▸ TASK ITEM
Filter the data for lines with the word "Linselles" and copy those lines.

Stored data:

+-------+

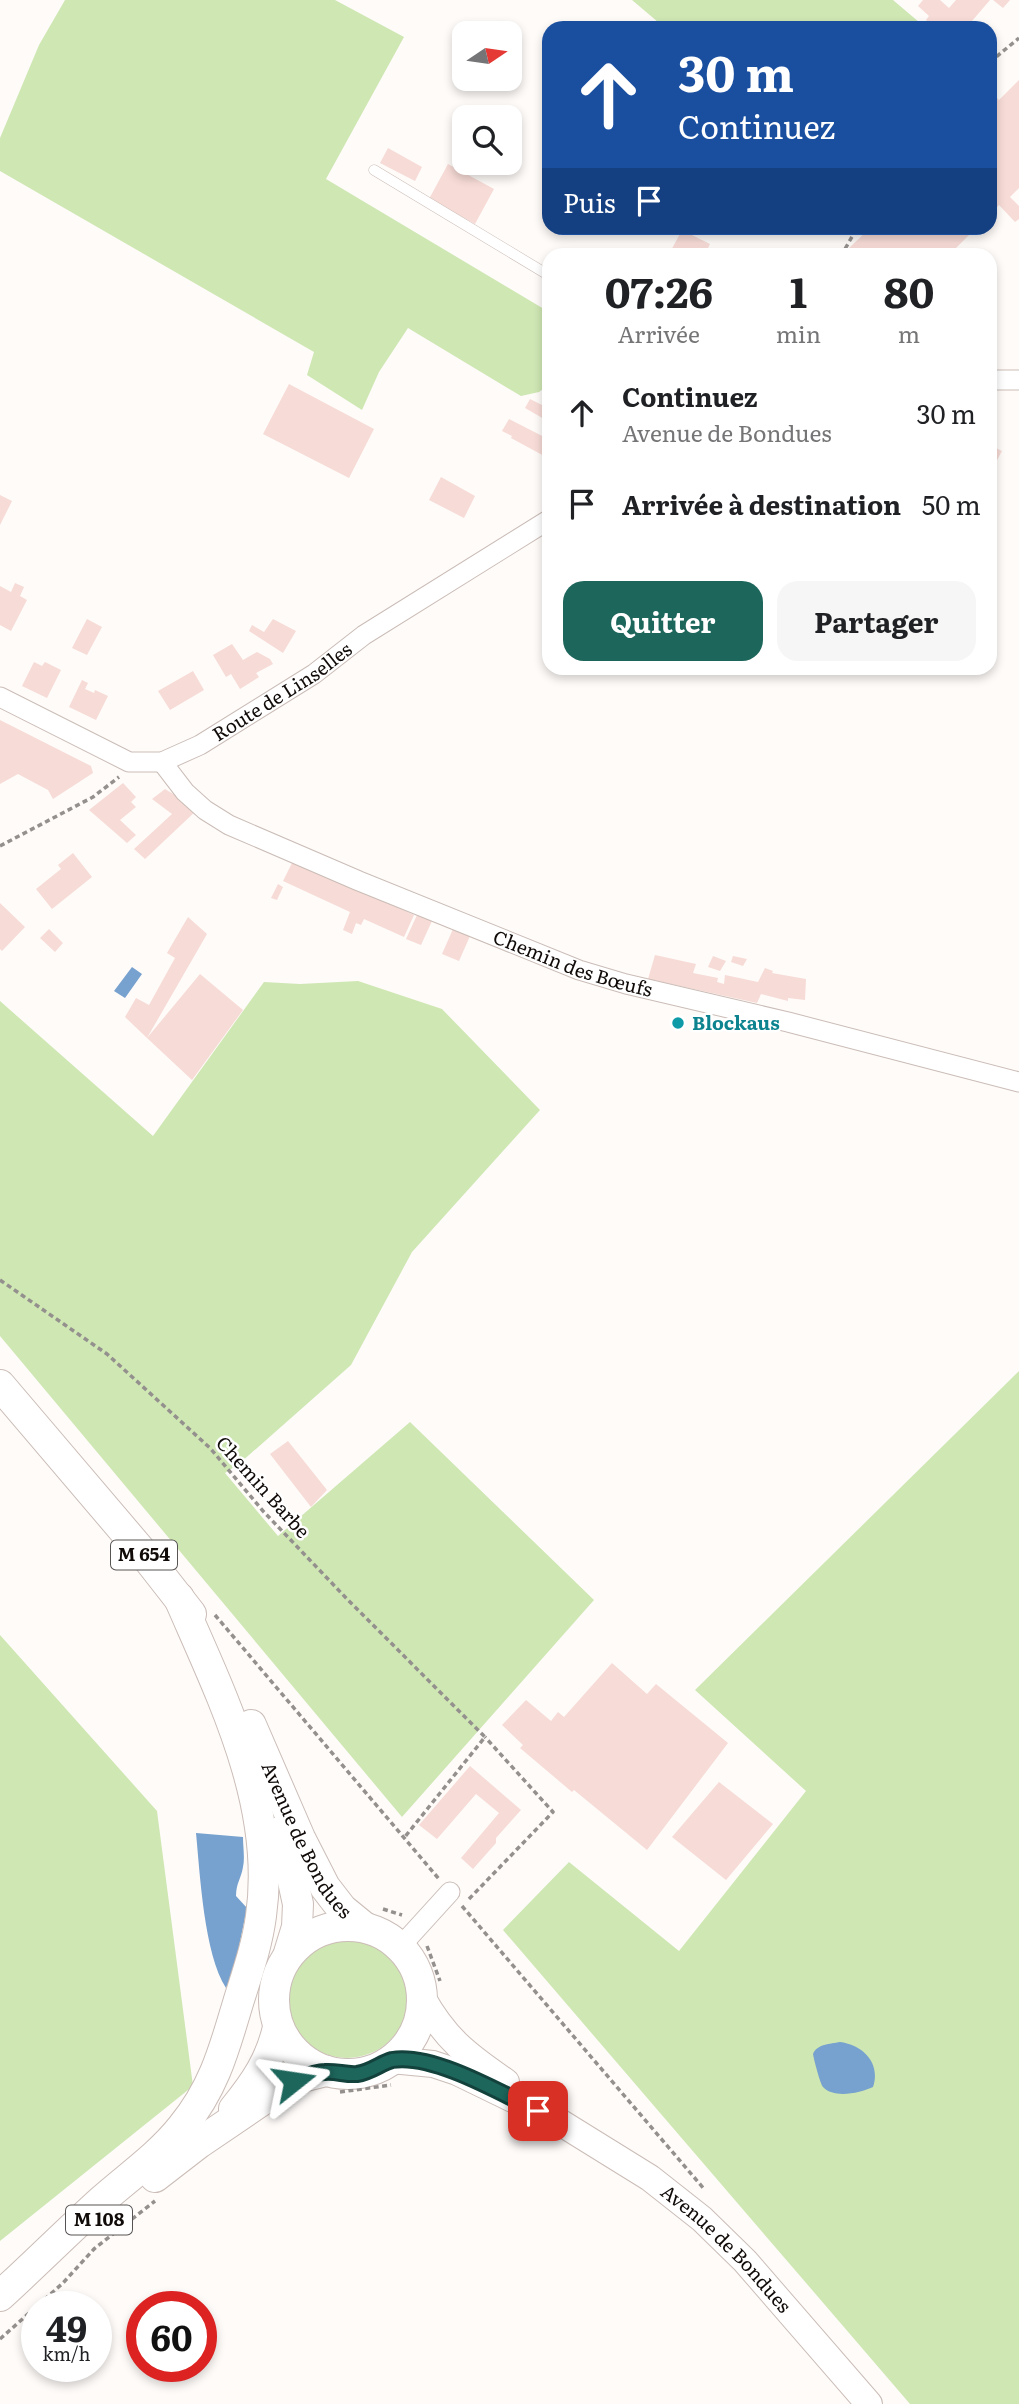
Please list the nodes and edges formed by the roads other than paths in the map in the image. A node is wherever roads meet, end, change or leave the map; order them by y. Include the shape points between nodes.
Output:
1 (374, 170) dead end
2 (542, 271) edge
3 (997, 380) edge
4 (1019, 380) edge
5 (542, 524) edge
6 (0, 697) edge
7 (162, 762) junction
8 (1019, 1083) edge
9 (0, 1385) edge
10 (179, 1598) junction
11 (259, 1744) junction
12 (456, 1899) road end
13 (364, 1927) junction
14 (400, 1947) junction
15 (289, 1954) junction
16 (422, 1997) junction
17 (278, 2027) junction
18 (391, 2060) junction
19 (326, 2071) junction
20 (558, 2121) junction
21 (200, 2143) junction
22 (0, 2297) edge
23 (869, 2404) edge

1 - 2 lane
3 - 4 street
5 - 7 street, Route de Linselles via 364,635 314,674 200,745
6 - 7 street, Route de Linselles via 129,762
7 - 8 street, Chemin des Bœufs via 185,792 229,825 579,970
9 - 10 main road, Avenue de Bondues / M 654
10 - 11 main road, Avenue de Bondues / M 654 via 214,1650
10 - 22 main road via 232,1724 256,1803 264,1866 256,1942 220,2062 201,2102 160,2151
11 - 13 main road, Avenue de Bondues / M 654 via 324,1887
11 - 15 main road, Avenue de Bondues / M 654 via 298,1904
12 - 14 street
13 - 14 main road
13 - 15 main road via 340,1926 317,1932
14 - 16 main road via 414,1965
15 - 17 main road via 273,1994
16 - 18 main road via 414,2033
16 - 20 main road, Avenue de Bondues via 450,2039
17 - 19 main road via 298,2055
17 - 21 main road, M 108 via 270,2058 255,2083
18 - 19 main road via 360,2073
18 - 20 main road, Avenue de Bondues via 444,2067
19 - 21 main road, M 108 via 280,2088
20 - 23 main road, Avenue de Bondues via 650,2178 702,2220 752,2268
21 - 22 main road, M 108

+-------+

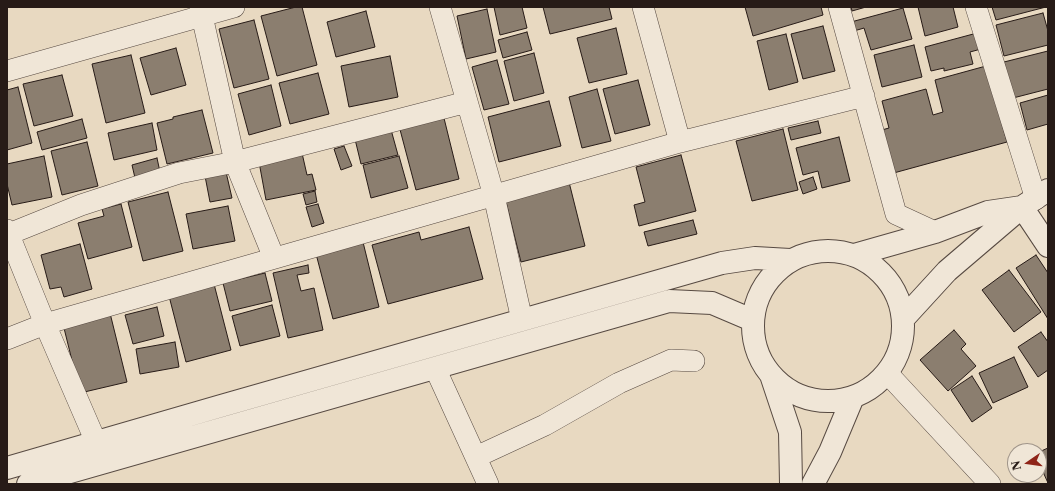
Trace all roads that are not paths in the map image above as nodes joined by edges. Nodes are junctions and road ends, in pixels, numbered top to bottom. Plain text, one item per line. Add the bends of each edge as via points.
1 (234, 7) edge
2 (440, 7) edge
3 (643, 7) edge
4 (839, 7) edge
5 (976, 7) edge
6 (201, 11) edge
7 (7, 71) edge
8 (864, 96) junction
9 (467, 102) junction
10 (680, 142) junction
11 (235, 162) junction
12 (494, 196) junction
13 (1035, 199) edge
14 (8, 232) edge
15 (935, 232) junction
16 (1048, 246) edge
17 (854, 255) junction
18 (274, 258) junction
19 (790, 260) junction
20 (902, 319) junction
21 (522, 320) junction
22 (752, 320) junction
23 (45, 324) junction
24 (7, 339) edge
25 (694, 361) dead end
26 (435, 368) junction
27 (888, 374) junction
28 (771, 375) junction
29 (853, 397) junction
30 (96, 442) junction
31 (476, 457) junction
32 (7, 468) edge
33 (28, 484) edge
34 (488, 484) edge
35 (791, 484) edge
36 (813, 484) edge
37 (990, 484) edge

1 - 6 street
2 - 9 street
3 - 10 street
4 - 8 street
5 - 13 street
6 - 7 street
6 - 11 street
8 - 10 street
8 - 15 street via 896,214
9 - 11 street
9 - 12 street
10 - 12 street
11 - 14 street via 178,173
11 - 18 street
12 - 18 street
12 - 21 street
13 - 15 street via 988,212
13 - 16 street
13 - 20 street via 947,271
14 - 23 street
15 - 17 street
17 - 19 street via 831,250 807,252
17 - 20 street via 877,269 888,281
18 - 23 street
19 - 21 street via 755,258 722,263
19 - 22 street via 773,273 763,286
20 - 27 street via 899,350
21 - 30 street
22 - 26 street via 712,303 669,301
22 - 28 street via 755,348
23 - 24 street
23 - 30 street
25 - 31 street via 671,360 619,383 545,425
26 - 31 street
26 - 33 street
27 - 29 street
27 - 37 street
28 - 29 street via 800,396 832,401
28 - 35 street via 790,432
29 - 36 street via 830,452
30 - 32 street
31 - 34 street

+-------+

▸ ANSWER FOR THIS EXERCISE
5 - 7 street, Route de Linselles via 364,635 314,674 200,745
6 - 7 street, Route de Linselles via 129,762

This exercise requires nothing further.